The Good, the Bad, and the Ugly Friday

March 29, 2024

At first glance, Good Friday seems pretty bad. It’s fundamentally about a man being executed by one of the most excruciating methods human cruelty has devised. Adding insult to injury, before he died this man was betrayed, beaten, mocked, whipped, jeered, stripped, ridiculed, and slandered. And, to top it all off, the man who so suffered was innocent of any crime. What is good about that?

The grotesque, unsettling nature of this unjust execution has prompted at least one megachurch network of campuses to omit references to “Calvary” or the “blood of Jesus” from its Easter invitations to non-Christians who may attend — I would say, “Resurrection Sunday,” but they also avoid mentioning the resurrection.

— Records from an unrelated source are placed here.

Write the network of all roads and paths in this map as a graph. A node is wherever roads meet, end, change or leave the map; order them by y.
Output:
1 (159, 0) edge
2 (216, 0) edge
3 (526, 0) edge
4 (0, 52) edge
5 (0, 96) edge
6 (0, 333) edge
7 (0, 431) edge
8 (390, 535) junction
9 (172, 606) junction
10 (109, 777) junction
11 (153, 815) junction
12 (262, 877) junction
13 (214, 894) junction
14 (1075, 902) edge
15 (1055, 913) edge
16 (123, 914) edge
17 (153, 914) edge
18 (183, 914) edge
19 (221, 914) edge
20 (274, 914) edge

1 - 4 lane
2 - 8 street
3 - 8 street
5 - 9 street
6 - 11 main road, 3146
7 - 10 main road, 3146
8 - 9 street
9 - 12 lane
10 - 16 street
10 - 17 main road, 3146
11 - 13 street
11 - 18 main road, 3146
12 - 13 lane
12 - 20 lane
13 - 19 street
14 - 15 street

Clearly, there’s a larger context to these objectively bad events that make them good, at least in a different sense. But, before resolving the tension, let’s first make it appear even stranger, through the lens of a recent passage from the Stand on the Word Bible reading plan (Numbers 21, from March 20).

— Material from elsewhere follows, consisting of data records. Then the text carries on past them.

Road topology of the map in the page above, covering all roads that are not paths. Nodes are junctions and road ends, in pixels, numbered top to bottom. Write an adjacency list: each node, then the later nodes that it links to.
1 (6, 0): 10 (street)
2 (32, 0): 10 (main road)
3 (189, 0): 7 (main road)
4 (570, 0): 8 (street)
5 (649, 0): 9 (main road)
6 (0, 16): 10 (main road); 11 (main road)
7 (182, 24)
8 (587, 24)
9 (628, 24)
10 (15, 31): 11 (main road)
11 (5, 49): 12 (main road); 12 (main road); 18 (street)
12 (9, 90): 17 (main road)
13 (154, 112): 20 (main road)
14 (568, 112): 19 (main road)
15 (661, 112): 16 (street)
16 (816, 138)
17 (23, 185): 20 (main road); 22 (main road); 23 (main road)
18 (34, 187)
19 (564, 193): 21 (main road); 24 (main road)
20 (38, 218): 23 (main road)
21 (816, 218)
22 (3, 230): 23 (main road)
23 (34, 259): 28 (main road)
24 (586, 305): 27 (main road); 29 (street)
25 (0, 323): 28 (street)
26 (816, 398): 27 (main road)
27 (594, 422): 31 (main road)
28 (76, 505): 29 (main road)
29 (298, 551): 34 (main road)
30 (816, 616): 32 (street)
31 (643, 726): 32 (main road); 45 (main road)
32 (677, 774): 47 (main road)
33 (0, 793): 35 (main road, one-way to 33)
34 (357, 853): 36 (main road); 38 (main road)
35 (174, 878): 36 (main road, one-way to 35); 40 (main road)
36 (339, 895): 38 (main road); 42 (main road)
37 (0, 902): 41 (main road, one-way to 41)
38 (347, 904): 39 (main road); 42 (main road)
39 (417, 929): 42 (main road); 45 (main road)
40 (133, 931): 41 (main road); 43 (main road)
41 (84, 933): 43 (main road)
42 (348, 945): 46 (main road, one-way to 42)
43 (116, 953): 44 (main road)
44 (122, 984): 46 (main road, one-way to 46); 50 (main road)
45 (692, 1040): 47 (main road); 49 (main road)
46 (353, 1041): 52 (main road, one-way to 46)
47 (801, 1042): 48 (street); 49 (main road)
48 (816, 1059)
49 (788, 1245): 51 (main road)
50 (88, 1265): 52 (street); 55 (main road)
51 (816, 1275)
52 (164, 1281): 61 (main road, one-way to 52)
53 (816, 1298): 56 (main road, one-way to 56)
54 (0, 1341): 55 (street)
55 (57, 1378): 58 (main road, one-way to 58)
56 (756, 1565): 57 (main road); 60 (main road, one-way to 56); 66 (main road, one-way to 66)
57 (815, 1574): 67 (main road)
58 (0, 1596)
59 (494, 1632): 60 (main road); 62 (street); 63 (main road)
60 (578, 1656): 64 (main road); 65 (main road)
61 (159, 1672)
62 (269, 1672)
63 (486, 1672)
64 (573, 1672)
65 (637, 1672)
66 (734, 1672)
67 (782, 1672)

Near the end of 40 years’ wandering in the wilderness, the people of Israel “became impatient” and “spoke against God and against Moses, ‘Why have you brought us up out of Egypt to die in the wilderness? For there is no food and no water, and we loathe this worthless food’” (Numbers 21:4-5). Such complaining was commonplace, but the ensuing sequence of events is unique — and more than a little bit weird.

“Then the Lord sent fiery serpents among the people, and they bit the people, so that many people of Israel died. And the people came to Moses and said, ‘We have sinned, for we have spoken against the Lord and against you. Pray to the Lord, that he take away the serpents from us.’ So Moses prayed for the people. And the Lord said to Moses, ‘Make a fiery serpent and set it on a pole, and everyone who is bitten, when he sees it, shall live.’ So Moses made a bronze serpent and set it on a pole. And if a serpent bit anyone, he would look at the bronze serpent and live” (Numbers 21:6-9).

God sent “fiery” serpents with fatal bites (perhaps they were poisonous) as a judgment on his grumbling people. The Israelites then repented; they confessed their sin and named it particularly. Yet God did not grant the relief they asked for — taking the serpents away. Instead, he authorized a new form of relief: looking on a bronze serpent set on a pole. What a strange prescription.

The doubtful might ask, “Really, God? What is that supposed to do? If I’m dying of snake venom, I don’t see what good a statue will be, and I certainly don’t want to look at any more snakes.” The nation of Israel certainly didn’t understand. Until the time of Hezekiah, they made offerings to Moses’s serpent as to an idol (2 Kings 18:4), apparently thinking the healing power was in the snake.

But the power was really in God’s word, “everyone who is bitten, when he sees it, shall live.” Those who had faith heard God’s Word and believed it. When they were bitten by serpents, they acted in faith and looked to the snake, and they lived.

As foreign and arcane as this may seem to American Christians in the 21st century, there is a direct New Testament application of this episode in John 3:14-15, where Jesus said, “And as Moses lifted up the serpent in the wilderness, so must the Son of Man be lifted up, that whoever believes in him may have eternal life.” The Son of Man is a Messianic name for Jesus, and he was lifted up on the cross.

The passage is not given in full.